Twombly’s sculptures engage in an ongoing dialogue with his paintings, due in part to their own richly painted surfaces. Two recently acquired paintings by Twombly hang near the sculptures within The Alfred H. Barr Painting and Sculpture Galleries. Tiznit, one of a small number of paintings that Twombly made in New York City during the summer of 1953, is the earliest work by the artist in MoMA’s collection. Academy, painted in New York in the summer of 1955, presents the birth of Twombly’s own artistic language: legible letters and words give way to scrawling and scribbling, jittery lines, and scratches, with the artist reconfiguring the acts of writing, drawing, and painting in order to provoke a new way of seeing.
The exhibition is made possible by BNP Paribas.
Figure in the Garden
Figure in the Garden, the newest installation in MoMA’s Abby Aldrich Rockefeller Sculpture Garden, brings together figurative works from the late 19th century to the present day. The exhibition, which includes 18 sculptures from the Museum’s collection, opens on May 20, 2011, and is on view for one year. It is organized by Ann Temkin, The MarieJosée and Henry Kravis Chief Curator of Painting and Sculpture, The Museum of Modern Art.
Making its debut at MoMA is Figurengruppe/Group of Figures by Katharina Fritsch (German, b. 1956). Conceived in 2006–08, the work features nine life-size sculptures of, among others, St.
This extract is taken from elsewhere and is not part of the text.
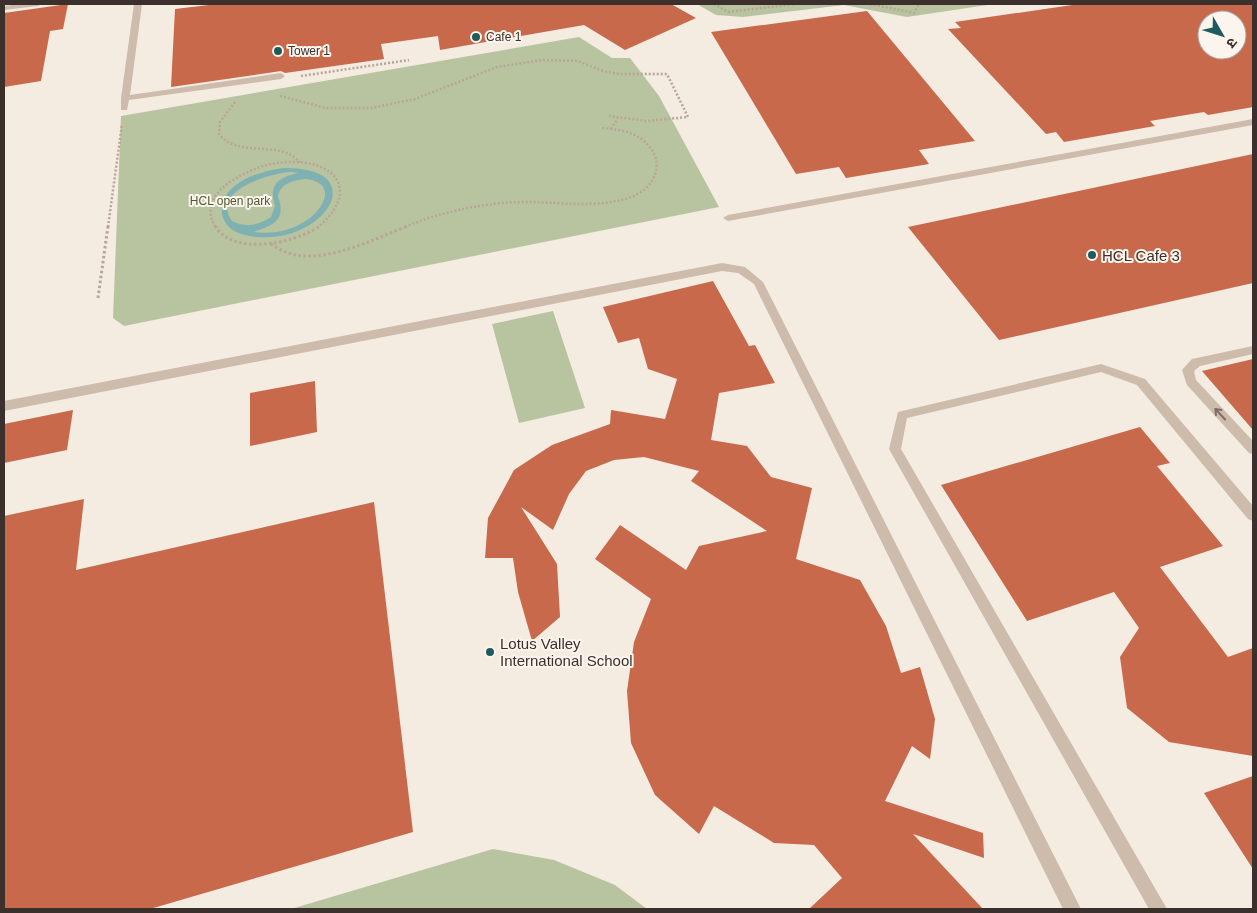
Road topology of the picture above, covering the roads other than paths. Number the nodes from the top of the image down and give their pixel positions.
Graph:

Michael, a Madonna, a giant, a snake, and a set of skeleton feet, all rendered in precise detail and finished in bold colors. Religious symbolism and references to mythology abound, yet any fixed meaning remains open and elusive. Group of Figures is surrounded by earlier works such as Auguste Rodin’s heroic St. John the Baptist Preaching (1878–80) and Aristide Maillol’s pensive Mediterranean (1902–05).
Striking a casual pose in his derby hat is Elie Nadelman’s Man in the Open Air (c. 1915), and perched atop a tall pedestal is Gaston Lachaise’s open-armed, voluptuous Floating Figure (1927). Perennial favorites like Pablo Picasso’s She-Goat (1950) and Joan Miró’s Moonbird (1966) are on view as well, in addition to works by Renée Sintenis, Max Ernst, Alberto Giacometti, Henri Matisse, Henry Moore, and Tom Otterness.
The exhibition is made possible by a partnership with Volkswagen of America.
Image: Aristide Maillol (French, 1861-1944), The River, Begun 1938-39; completed 1943 (cast 1948)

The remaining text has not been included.